──────── Data supplied ────────

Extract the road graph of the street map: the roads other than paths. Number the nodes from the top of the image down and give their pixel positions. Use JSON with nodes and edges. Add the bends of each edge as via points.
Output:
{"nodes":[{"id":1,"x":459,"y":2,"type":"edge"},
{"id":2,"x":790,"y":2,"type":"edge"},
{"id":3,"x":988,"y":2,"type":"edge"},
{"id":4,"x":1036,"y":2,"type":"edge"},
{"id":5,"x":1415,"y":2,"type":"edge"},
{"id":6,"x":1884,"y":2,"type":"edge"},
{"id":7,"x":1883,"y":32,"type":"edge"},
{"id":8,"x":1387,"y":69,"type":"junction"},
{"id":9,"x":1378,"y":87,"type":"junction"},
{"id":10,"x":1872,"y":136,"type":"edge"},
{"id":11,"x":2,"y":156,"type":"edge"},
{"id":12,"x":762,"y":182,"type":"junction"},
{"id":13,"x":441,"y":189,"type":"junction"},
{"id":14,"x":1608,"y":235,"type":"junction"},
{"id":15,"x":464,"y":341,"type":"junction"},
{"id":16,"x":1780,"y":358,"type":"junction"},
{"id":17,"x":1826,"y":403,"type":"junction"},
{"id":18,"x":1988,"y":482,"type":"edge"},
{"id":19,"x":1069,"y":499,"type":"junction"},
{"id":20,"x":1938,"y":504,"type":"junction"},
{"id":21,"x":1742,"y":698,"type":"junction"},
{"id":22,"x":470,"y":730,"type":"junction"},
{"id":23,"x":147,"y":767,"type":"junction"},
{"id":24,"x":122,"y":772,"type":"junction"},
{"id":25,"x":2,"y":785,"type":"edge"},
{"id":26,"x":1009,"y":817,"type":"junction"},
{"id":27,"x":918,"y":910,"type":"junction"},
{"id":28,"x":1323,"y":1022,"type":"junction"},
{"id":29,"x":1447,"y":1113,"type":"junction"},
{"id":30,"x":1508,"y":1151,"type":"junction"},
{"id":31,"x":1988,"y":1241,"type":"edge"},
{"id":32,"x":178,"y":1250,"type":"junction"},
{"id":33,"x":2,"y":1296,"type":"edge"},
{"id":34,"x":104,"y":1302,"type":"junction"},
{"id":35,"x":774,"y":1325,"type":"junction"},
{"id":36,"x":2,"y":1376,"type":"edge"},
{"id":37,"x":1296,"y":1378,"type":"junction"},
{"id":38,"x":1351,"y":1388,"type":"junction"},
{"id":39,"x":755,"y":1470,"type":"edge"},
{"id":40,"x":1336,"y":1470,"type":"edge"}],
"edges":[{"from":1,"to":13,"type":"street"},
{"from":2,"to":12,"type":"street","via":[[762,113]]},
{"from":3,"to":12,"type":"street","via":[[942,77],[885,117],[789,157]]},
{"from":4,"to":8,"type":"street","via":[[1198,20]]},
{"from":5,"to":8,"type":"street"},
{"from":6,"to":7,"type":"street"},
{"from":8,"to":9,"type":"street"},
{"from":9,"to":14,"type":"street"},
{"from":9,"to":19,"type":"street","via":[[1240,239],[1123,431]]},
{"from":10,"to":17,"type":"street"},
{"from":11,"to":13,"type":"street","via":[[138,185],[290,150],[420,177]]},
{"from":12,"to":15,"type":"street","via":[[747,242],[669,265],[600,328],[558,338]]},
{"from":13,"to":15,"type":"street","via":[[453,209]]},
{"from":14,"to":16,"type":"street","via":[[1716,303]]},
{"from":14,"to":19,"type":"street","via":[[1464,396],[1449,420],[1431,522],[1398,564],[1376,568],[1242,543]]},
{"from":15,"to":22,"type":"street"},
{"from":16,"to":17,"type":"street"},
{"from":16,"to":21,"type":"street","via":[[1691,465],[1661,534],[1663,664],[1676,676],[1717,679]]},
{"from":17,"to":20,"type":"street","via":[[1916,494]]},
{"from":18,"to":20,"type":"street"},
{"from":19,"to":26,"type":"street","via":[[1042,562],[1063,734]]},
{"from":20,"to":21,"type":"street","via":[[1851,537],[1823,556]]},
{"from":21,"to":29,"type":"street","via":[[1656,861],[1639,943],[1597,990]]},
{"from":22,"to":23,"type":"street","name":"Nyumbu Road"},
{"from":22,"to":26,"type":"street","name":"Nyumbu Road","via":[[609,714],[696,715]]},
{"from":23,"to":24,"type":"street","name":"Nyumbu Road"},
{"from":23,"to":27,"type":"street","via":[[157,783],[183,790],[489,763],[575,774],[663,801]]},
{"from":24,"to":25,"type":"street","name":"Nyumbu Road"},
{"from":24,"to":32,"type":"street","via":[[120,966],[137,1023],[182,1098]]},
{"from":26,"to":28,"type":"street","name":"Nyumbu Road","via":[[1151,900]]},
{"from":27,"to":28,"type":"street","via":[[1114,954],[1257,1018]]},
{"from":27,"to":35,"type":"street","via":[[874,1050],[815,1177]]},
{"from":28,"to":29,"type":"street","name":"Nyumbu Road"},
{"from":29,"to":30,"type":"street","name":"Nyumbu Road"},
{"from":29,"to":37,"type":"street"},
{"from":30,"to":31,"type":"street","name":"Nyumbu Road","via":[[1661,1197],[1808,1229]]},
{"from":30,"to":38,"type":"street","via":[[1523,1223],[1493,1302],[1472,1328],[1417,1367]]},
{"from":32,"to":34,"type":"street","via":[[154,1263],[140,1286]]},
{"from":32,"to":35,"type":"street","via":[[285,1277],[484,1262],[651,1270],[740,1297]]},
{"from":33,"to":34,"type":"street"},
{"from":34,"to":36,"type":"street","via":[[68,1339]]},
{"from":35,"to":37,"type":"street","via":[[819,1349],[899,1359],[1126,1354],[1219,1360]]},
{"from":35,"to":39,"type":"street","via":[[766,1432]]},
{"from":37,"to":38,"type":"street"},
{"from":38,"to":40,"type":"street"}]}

────────

Problem statement:
Would you print all of the records exactly as they were given?

Answer to this task:
Extract the road graph of the street map: the roads other than paths. Number the nodes from the top of the image down and give their pixel positions. Use JSON with nodes and edges. Add the bends of each edge as via points.
Output:
{"nodes":[{"id":1,"x":459,"y":2,"type":"edge"},
{"id":2,"x":790,"y":2,"type":"edge"},
{"id":3,"x":988,"y":2,"type":"edge"},
{"id":4,"x":1036,"y":2,"type":"edge"},
{"id":5,"x":1415,"y":2,"type":"edge"},
{"id":6,"x":1884,"y":2,"type":"edge"},
{"id":7,"x":1883,"y":32,"type":"edge"},
{"id":8,"x":1387,"y":69,"type":"junction"},
{"id":9,"x":1378,"y":87,"type":"junction"},
{"id":10,"x":1872,"y":136,"type":"edge"},
{"id":11,"x":2,"y":156,"type":"edge"},
{"id":12,"x":762,"y":182,"type":"junction"},
{"id":13,"x":441,"y":189,"type":"junction"},
{"id":14,"x":1608,"y":235,"type":"junction"},
{"id":15,"x":464,"y":341,"type":"junction"},
{"id":16,"x":1780,"y":358,"type":"junction"},
{"id":17,"x":1826,"y":403,"type":"junction"},
{"id":18,"x":1988,"y":482,"type":"edge"},
{"id":19,"x":1069,"y":499,"type":"junction"},
{"id":20,"x":1938,"y":504,"type":"junction"},
{"id":21,"x":1742,"y":698,"type":"junction"},
{"id":22,"x":470,"y":730,"type":"junction"},
{"id":23,"x":147,"y":767,"type":"junction"},
{"id":24,"x":122,"y":772,"type":"junction"},
{"id":25,"x":2,"y":785,"type":"edge"},
{"id":26,"x":1009,"y":817,"type":"junction"},
{"id":27,"x":918,"y":910,"type":"junction"},
{"id":28,"x":1323,"y":1022,"type":"junction"},
{"id":29,"x":1447,"y":1113,"type":"junction"},
{"id":30,"x":1508,"y":1151,"type":"junction"},
{"id":31,"x":1988,"y":1241,"type":"edge"},
{"id":32,"x":178,"y":1250,"type":"junction"},
{"id":33,"x":2,"y":1296,"type":"edge"},
{"id":34,"x":104,"y":1302,"type":"junction"},
{"id":35,"x":774,"y":1325,"type":"junction"},
{"id":36,"x":2,"y":1376,"type":"edge"},
{"id":37,"x":1296,"y":1378,"type":"junction"},
{"id":38,"x":1351,"y":1388,"type":"junction"},
{"id":39,"x":755,"y":1470,"type":"edge"},
{"id":40,"x":1336,"y":1470,"type":"edge"}],
"edges":[{"from":1,"to":13,"type":"street"},
{"from":2,"to":12,"type":"street","via":[[762,113]]},
{"from":3,"to":12,"type":"street","via":[[942,77],[885,117],[789,157]]},
{"from":4,"to":8,"type":"street","via":[[1198,20]]},
{"from":5,"to":8,"type":"street"},
{"from":6,"to":7,"type":"street"},
{"from":8,"to":9,"type":"street"},
{"from":9,"to":14,"type":"street"},
{"from":9,"to":19,"type":"street","via":[[1240,239],[1123,431]]},
{"from":10,"to":17,"type":"street"},
{"from":11,"to":13,"type":"street","via":[[138,185],[290,150],[420,177]]},
{"from":12,"to":15,"type":"street","via":[[747,242],[669,265],[600,328],[558,338]]},
{"from":13,"to":15,"type":"street","via":[[453,209]]},
{"from":14,"to":16,"type":"street","via":[[1716,303]]},
{"from":14,"to":19,"type":"street","via":[[1464,396],[1449,420],[1431,522],[1398,564],[1376,568],[1242,543]]},
{"from":15,"to":22,"type":"street"},
{"from":16,"to":17,"type":"street"},
{"from":16,"to":21,"type":"street","via":[[1691,465],[1661,534],[1663,664],[1676,676],[1717,679]]},
{"from":17,"to":20,"type":"street","via":[[1916,494]]},
{"from":18,"to":20,"type":"street"},
{"from":19,"to":26,"type":"street","via":[[1042,562],[1063,734]]},
{"from":20,"to":21,"type":"street","via":[[1851,537],[1823,556]]},
{"from":21,"to":29,"type":"street","via":[[1656,861],[1639,943],[1597,990]]},
{"from":22,"to":23,"type":"street","name":"Nyumbu Road"},
{"from":22,"to":26,"type":"street","name":"Nyumbu Road","via":[[609,714],[696,715]]},
{"from":23,"to":24,"type":"street","name":"Nyumbu Road"},
{"from":23,"to":27,"type":"street","via":[[157,783],[183,790],[489,763],[575,774],[663,801]]},
{"from":24,"to":25,"type":"street","name":"Nyumbu Road"},
{"from":24,"to":32,"type":"street","via":[[120,966],[137,1023],[182,1098]]},
{"from":26,"to":28,"type":"street","name":"Nyumbu Road","via":[[1151,900]]},
{"from":27,"to":28,"type":"street","via":[[1114,954],[1257,1018]]},
{"from":27,"to":35,"type":"street","via":[[874,1050],[815,1177]]},
{"from":28,"to":29,"type":"street","name":"Nyumbu Road"},
{"from":29,"to":30,"type":"street","name":"Nyumbu Road"},
{"from":29,"to":37,"type":"street"},
{"from":30,"to":31,"type":"street","name":"Nyumbu Road","via":[[1661,1197],[1808,1229]]},
{"from":30,"to":38,"type":"street","via":[[1523,1223],[1493,1302],[1472,1328],[1417,1367]]},
{"from":32,"to":34,"type":"street","via":[[154,1263],[140,1286]]},
{"from":32,"to":35,"type":"street","via":[[285,1277],[484,1262],[651,1270],[740,1297]]},
{"from":33,"to":34,"type":"street"},
{"from":34,"to":36,"type":"street","via":[[68,1339]]},
{"from":35,"to":37,"type":"street","via":[[819,1349],[899,1359],[1126,1354],[1219,1360]]},
{"from":35,"to":39,"type":"street","via":[[766,1432]]},
{"from":37,"to":38,"type":"street"},
{"from":38,"to":40,"type":"street"}]}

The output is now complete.